Six ended the call and tossed the phone back to its owner. She could hear sirens, and flagged down the hotel manager one more time.

"Guard this man," she said, pointing to the terrorist still writhing on the ground. "Step on his wrists or knees if he gives you any trouble. Do it anyway, for fun. The police will be here in a moment."

"Y-yes," stammered the man. Six and Joseph ran. A police cruiser careened around the corner just as they walked through the revolving doors. Six tugged on Joseph's hand and made him slow to a walk, which they did—very quickly—in the opposite direction. The flow of the crowd made it easy to get lost. A lot of people were leaving the hotel.

"You found something else," she said to him, jostled on all sides by strangers. Her sense of hearing threatened to overwhelm her. She tried to subdue the sounds crashing in her eardrum, and much to her surprise, they subsided to something resembling normal. She wished her heart rate would do the same.

"Him," Joseph said shortly. "I found him."

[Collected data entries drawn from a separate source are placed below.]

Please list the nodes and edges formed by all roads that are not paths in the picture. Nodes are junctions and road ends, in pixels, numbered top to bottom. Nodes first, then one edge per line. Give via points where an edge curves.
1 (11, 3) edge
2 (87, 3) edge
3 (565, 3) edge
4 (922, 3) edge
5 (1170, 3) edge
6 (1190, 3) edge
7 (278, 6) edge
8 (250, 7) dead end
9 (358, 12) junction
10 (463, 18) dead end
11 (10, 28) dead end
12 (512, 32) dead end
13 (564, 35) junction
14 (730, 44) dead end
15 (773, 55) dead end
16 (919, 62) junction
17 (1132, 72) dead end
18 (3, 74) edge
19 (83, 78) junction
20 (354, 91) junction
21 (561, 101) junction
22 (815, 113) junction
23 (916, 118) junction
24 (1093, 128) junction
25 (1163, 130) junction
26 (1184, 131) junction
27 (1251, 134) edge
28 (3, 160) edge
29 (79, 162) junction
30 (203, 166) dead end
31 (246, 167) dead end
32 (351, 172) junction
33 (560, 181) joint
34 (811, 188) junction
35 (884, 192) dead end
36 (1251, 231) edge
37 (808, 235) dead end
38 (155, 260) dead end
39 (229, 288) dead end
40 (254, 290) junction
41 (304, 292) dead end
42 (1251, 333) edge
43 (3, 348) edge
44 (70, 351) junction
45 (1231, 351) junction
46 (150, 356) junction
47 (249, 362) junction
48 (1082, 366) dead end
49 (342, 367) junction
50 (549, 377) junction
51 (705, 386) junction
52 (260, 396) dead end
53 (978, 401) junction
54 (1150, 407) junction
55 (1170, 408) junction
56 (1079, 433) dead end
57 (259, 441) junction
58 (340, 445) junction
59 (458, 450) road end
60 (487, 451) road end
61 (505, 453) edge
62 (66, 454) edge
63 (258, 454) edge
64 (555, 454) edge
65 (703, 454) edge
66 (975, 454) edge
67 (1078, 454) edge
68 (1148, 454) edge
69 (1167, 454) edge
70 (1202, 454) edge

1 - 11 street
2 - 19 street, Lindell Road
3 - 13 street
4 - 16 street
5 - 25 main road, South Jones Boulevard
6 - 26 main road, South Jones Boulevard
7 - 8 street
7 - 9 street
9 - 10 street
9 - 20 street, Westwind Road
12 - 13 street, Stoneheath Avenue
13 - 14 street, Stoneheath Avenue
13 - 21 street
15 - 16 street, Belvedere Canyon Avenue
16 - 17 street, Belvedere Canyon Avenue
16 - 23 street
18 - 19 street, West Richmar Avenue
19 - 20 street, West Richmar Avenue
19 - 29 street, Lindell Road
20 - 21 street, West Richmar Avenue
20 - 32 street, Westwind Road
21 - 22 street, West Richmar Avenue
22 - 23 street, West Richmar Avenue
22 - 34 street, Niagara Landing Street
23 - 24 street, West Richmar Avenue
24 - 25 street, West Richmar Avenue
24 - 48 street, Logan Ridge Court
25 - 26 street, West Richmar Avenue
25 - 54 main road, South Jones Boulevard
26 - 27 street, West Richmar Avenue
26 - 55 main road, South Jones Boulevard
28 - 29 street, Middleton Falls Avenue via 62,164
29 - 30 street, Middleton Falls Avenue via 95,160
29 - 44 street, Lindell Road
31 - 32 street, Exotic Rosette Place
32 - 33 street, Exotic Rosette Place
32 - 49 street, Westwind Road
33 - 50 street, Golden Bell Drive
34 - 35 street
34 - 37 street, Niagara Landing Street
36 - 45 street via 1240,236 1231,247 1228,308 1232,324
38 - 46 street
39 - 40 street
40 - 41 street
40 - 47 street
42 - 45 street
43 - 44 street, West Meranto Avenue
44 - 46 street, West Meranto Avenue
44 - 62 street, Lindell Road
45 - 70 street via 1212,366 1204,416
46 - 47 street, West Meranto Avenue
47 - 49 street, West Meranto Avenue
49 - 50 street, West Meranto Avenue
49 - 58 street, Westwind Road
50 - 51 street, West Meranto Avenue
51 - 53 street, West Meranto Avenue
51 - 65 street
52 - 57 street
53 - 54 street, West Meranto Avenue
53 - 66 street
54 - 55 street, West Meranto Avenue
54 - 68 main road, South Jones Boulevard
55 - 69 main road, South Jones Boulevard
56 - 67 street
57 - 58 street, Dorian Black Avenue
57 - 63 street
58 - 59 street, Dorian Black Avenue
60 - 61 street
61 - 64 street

He stopped walking. Six bumped against his side. His hand tightened and she followed his gaze to a man and woman standing in the middle of the sidewalk, staring at them. Eye contact was startling; Six felt those two sharp gazes reverberate down to her gut, and she knew without being told that they were vampires. Human shells, hollow cores. Just like her, if she was not careful. If the poison began to move again.

"I wish I had my dagger," Joseph muttered. "I should have kept a spare at the house."

"We will get you a new one after this," Six replied, and that brought a brief smile to his face.

"You and I," he said softly. "What a team."

"Yes," she said. "I like it."

The vampires moved close. Six and Joseph waited. The crowd parted around them all like water.

"Hello, sister," said the woman. "Hello hello."

"We have a message," said the man. "You should come with us to hear it."

"Really, we're guides," added the woman.

"I think you know who sent us." The man pointed. "It's a short walk."

Joseph and Six did not look at each other. They were already inside each other's heads. And they both knew what they had to do.

They followed the vampires down the long, gently curving street, walking away from the Bund. Sirens filled the city, a wail occasionally interrupted by the shot and blast of firecrackers. The sound made her jumpy, though she tried to hide it. Joseph knew, though. He felt the same.

They were led to an office building that was still fairly new. All glass and steel. There was a security desk, but no one manning it. The woman keyed in a code, the elevator dinged, and the four of them crowded into the small space—vampires on one side, Joseph and Six on the other. She still had the gun she had taken from the guard. Its weight was comfortable beneath her shirt.

"We were sorry to hear that Chenglei passed on," said the man to Joseph. "He was a very good person."